Problem to solve => Go through the data and copy each line where the string "Left" appears.
----- Extracted material
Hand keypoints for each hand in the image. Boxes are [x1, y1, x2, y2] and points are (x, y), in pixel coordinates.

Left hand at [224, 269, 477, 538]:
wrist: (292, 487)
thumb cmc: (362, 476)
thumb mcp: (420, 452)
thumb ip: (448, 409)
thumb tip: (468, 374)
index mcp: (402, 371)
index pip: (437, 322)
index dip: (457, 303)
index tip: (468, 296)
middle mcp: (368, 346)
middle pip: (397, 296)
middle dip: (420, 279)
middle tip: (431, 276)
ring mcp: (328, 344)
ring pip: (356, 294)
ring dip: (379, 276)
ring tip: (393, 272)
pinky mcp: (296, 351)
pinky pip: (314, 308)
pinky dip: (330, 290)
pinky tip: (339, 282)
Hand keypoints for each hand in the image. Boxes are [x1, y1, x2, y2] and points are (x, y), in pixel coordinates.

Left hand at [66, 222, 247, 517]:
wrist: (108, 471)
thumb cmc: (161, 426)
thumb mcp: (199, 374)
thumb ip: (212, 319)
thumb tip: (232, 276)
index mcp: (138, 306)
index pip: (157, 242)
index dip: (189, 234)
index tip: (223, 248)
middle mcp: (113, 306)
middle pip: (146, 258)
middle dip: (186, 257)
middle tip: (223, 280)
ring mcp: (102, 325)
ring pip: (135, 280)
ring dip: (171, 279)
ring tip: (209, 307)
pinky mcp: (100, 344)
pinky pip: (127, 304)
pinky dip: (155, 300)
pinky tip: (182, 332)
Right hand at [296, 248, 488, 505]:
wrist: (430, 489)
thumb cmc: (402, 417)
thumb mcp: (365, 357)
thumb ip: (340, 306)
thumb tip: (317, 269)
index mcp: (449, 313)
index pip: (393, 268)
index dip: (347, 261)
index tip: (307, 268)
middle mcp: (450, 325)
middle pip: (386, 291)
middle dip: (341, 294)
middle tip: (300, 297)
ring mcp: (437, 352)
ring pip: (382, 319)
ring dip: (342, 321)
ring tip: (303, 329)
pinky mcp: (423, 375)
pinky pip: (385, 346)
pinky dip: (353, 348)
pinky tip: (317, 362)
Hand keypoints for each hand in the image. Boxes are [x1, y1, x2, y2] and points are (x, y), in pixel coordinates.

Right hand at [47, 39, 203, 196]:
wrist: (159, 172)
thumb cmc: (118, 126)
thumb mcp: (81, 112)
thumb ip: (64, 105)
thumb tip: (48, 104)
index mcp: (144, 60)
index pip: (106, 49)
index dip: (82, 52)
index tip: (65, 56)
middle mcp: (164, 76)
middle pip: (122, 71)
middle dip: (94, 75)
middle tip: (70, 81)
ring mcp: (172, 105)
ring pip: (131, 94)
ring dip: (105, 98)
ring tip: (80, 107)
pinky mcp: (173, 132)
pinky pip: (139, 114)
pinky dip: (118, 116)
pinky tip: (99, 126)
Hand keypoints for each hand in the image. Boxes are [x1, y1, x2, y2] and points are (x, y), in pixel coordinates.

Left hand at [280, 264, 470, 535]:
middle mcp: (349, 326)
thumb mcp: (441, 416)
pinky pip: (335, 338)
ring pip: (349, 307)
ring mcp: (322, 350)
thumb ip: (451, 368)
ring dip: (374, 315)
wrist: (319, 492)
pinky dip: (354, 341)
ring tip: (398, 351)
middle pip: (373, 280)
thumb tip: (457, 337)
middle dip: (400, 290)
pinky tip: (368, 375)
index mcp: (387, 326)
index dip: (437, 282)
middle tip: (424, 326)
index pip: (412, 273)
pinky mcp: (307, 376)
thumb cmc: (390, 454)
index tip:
----------
Answer =>
Left hand at [224, 269, 477, 538]:
Left hand at [66, 222, 247, 517]:
Left hand at [280, 264, 470, 535]:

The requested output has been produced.